N5.3 Adding tables, chains, rules (userspace)

netlink messages are used to setup tables, chains, etc from userspace.

Let us dissect the netlink message that is sent by nft by running strace . Some parts of the netlink message that are not parsed by strace, have also been formatted here.

$ strace -f nft add table T2

nft creates a netlink socket and first sends a request to get rule-set generation NFT_MSG_GETGEN. In response, we receive the generation, which in this case is 3.

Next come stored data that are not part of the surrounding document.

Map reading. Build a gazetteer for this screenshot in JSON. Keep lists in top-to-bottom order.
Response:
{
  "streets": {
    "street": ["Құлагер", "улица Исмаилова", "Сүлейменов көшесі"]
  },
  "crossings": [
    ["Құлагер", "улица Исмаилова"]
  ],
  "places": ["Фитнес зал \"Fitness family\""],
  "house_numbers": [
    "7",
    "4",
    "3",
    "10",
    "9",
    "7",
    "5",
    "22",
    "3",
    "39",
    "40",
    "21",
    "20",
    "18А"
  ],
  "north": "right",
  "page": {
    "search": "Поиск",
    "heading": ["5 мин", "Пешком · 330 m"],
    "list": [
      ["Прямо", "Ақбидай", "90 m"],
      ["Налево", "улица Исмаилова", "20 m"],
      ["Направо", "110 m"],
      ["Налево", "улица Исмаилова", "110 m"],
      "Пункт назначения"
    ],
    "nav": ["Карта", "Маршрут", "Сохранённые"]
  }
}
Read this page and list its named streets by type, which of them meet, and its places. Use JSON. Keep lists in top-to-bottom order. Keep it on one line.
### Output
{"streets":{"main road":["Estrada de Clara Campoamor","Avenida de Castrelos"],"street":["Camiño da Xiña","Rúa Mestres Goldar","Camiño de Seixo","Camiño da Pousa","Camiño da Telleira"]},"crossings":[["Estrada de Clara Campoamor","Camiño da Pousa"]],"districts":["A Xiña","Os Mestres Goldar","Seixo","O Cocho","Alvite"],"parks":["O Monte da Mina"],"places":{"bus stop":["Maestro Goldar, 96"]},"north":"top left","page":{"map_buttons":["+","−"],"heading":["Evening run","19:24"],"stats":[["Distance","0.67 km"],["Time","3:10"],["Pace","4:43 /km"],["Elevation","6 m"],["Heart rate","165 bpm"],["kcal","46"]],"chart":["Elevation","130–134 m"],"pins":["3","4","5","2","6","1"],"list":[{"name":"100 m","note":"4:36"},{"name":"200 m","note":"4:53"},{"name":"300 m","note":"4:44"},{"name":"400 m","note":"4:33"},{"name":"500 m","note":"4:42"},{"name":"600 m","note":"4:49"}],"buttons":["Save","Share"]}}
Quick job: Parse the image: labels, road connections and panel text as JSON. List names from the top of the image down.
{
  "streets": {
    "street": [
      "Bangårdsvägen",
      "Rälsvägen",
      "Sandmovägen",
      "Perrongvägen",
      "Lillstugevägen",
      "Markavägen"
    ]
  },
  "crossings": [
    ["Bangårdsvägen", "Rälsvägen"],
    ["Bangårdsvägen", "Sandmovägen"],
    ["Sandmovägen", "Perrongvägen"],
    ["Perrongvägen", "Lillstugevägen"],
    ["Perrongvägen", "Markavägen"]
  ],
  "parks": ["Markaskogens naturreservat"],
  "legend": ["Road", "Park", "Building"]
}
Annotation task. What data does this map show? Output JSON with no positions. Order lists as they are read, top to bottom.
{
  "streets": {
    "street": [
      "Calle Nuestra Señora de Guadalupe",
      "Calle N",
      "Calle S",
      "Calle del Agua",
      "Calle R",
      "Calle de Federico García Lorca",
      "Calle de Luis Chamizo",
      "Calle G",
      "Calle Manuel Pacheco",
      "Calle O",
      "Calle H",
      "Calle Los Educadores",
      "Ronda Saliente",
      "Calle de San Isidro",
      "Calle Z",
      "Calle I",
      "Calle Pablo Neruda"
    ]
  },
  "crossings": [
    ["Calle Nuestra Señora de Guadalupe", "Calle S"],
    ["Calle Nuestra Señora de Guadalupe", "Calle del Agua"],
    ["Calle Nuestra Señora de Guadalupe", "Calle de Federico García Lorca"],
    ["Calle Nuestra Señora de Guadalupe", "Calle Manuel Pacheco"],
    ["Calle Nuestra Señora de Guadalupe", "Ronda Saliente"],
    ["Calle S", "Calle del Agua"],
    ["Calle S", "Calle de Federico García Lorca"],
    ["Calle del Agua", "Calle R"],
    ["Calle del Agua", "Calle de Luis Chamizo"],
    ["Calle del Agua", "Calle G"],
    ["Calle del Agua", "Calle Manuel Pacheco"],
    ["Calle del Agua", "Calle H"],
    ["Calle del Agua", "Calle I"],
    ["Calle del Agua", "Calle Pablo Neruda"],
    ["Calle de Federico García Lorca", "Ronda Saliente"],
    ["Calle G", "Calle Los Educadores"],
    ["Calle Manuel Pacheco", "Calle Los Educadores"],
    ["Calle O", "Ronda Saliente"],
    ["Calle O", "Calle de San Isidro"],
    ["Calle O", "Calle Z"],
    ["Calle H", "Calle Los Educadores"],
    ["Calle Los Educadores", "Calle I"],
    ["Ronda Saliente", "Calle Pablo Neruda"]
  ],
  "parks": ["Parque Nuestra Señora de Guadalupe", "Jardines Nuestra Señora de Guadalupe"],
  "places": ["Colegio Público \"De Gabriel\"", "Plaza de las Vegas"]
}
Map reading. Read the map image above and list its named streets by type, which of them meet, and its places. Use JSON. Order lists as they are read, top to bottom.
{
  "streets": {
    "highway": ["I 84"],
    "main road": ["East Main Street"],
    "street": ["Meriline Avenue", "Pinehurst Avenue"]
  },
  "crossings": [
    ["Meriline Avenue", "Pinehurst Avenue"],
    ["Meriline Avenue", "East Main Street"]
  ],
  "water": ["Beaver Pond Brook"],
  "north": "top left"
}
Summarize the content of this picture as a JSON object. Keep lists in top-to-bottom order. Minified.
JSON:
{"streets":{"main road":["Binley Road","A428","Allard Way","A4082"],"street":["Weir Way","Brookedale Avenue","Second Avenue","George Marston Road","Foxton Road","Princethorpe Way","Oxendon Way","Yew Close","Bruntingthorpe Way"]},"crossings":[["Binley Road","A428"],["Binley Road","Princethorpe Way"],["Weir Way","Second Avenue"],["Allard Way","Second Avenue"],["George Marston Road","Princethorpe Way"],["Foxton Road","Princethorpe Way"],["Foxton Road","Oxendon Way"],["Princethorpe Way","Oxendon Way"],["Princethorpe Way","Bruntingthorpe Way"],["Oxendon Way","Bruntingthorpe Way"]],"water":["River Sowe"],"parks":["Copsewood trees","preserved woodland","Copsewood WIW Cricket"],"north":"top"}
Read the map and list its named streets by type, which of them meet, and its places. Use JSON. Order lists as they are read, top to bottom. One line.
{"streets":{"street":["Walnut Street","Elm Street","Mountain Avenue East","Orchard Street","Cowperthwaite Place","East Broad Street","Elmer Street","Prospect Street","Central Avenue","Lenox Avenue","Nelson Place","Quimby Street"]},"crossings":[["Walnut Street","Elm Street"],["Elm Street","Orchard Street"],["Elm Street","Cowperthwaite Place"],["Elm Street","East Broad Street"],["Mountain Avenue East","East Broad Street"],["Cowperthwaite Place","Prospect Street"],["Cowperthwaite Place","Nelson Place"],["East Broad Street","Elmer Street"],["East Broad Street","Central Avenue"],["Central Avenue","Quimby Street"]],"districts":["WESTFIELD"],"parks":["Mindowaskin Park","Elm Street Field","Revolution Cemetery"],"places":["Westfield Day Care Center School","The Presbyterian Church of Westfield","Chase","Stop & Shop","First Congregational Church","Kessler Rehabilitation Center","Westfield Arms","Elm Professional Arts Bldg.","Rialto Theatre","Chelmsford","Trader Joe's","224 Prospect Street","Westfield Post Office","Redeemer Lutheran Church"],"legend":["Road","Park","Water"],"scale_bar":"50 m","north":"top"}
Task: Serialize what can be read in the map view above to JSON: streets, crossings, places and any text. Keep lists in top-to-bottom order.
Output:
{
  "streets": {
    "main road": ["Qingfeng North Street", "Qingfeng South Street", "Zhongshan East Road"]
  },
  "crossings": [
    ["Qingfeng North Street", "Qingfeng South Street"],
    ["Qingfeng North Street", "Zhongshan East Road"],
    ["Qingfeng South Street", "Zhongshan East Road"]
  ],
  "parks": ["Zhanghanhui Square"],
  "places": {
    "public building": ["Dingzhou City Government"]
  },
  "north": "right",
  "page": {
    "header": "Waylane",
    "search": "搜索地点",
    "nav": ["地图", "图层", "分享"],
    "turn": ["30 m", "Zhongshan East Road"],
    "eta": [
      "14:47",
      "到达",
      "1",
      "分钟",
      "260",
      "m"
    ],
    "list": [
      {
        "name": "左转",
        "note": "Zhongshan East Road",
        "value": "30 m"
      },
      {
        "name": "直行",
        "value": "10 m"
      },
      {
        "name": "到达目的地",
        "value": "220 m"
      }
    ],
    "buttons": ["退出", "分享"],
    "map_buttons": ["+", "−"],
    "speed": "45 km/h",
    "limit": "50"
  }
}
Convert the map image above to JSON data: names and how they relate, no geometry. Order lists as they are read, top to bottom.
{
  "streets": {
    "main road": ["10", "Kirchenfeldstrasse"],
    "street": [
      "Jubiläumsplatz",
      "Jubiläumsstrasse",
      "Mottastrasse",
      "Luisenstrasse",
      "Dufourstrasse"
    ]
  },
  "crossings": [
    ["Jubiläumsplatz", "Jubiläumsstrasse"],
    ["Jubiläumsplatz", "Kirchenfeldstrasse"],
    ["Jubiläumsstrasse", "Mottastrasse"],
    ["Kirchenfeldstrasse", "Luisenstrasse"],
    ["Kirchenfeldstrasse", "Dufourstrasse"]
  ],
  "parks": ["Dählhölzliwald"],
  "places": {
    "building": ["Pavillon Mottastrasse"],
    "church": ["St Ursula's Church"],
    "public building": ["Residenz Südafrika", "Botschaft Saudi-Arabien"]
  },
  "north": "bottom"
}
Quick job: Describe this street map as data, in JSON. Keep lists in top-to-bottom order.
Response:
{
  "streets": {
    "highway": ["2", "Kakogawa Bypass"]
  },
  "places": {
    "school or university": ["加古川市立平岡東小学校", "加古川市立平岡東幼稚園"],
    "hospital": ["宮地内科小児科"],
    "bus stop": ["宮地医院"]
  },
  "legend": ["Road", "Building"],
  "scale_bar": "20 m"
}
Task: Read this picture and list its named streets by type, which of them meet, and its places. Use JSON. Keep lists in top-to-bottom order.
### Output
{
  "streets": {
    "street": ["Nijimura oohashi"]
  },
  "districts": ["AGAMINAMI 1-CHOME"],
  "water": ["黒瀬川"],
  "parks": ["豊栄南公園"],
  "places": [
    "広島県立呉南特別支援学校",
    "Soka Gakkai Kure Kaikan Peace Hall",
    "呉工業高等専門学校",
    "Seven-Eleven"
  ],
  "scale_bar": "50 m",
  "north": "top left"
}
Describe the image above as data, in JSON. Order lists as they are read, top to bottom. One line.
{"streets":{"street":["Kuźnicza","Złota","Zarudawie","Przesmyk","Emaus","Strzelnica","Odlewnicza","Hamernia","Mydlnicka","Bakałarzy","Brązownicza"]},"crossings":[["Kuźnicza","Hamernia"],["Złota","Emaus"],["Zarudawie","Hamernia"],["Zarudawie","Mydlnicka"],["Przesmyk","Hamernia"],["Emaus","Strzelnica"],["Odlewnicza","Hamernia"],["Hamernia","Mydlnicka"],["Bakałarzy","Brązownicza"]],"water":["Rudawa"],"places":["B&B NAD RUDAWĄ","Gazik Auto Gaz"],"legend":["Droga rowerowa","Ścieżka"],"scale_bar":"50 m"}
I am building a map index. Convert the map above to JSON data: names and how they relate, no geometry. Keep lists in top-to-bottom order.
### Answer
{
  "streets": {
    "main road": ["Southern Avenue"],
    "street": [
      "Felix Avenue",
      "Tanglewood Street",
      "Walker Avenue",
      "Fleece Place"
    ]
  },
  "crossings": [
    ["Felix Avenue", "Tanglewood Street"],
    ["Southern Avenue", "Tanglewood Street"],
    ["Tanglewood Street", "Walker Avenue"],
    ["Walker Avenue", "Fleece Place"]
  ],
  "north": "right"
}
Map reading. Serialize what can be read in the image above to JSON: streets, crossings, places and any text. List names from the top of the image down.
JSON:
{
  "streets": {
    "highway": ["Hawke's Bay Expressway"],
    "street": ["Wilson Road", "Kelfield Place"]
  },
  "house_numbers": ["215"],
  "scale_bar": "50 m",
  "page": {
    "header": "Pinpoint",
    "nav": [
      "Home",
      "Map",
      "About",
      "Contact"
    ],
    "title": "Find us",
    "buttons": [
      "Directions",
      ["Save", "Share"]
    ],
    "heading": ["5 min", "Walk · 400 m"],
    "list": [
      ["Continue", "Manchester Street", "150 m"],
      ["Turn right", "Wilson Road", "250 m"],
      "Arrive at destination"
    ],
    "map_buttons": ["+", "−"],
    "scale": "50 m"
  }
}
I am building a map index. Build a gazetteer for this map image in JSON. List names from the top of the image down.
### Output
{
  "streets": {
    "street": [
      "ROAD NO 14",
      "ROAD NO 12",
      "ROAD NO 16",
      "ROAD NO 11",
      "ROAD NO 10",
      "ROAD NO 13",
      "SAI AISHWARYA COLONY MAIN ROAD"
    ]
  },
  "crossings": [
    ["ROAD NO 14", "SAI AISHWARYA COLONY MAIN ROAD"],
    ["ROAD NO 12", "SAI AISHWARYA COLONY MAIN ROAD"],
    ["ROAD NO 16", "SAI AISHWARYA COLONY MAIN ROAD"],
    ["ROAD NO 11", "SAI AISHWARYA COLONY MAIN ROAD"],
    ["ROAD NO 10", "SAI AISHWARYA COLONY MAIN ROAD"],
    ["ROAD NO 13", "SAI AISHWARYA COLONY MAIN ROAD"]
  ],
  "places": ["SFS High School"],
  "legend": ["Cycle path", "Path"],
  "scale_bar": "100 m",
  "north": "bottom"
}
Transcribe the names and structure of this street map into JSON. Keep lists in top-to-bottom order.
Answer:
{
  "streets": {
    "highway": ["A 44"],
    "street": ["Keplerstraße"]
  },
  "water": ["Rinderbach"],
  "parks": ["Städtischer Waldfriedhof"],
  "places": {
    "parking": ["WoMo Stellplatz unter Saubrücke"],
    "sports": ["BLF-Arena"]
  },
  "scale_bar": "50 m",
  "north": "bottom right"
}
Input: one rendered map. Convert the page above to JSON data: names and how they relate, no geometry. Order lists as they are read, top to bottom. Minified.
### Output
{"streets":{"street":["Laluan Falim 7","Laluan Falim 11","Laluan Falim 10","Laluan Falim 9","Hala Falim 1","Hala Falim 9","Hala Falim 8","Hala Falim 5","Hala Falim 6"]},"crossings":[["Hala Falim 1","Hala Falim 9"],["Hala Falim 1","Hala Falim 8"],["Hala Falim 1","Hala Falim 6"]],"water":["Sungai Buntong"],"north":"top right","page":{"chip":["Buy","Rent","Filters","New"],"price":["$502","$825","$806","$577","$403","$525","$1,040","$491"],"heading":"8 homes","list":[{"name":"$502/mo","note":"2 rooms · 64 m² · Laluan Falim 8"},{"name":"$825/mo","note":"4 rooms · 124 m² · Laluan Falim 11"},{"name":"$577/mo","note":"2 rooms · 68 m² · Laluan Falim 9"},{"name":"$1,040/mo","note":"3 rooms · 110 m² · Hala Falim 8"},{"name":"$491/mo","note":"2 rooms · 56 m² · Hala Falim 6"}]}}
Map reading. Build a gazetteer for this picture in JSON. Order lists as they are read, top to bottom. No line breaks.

socket(AF_NETLINK, SOCK_RAW, NETLINK_NETFILTER) = 3
sendto(3,
	{
        struct nlmsghdr {
            nlmsg_len=20,
            nlmsg_type=NFNL_SUBSYS_NFTABLES << 8 | NFT_MSG_GETGEN, //<- 0xa10
            nlmsg_flags=NLM_F_REQUEST,
            nlmsg_seq=0, nlmsg_pid=0
        },
        struct nfgenmsg{ // <- "\x00\x00\x00\x00"
            nfgen_family=AF_UNSPEC,
            version = NFNETLINK_V0,
            res_id = 0,
        }
        
    },20,
    0,{sa_family=AF_NETLINK, nl_pid=0, nl_groups=00000000},12) = 20
    
recvmsg(3,
   {
       msg_name={
           sa_family=AF_NETLINK,
           nl_pid=0,
           nl_groups=00000000
       },
       msg_namelen=12,
       msg_iov=[
           {
               iov_base={
                   struct nlmsghdr {
                       nlmsg_len=44,
                       nlmsg_type=NFNL_SUBSYS_NFTABLES << 8 | NFT_MSG_NEWGEN //<- 0xa0f
                       nlmsg_flags=0,
                       nlmsg_seq=0,
                       nlmsg_pid=214676 // pid
                   },
                   struct nfgenmsg{ // <-  "\x00\x00\x00\x03"
                            nfgen_family=AF_UNSPEC,
                            version = NFNETLINK_V0,
                            (be16) res_id = 0x0003, // nft_base_seq(net)
                   },
                   struct nlattr {
                       nla_len = 8, //<- \x08\x00
                       nla_type = NFTA_GEN_ID, // <- \x01\x00
                   },
                   data = htonl(nft_net->base_seq) "\x00\x00\x00\x03",
                   padding = "",
                   struct nlattr {
                       nla_len = 8, //<- \x08\x00
                       nla_type = NFTA_GEN_PROC_PID, // <- "\x02\x00"
                   },
                   data = htonl(pid), // <- htonl(214676) = "\x00\x03\x46\x94",
                   padding = "",
                   struct nlattr {
                       nla_len = 8, //<- \x08\x00
                       nla_type = NFTA_GEN_PROC_PID, // <- "\x03\x00"
                   },
                   data="nft\0", // <-"\x6e\x66\x74\x00"
                   padding = "",
               },
               iov_len=69631
           }
       ],
       msg_iovlen=1, msg_controllen=0, msg_flags=0}, 0) = 44

netfilter stores the generation number in struct nftables_pernet , which is data that is maintained per network namespace.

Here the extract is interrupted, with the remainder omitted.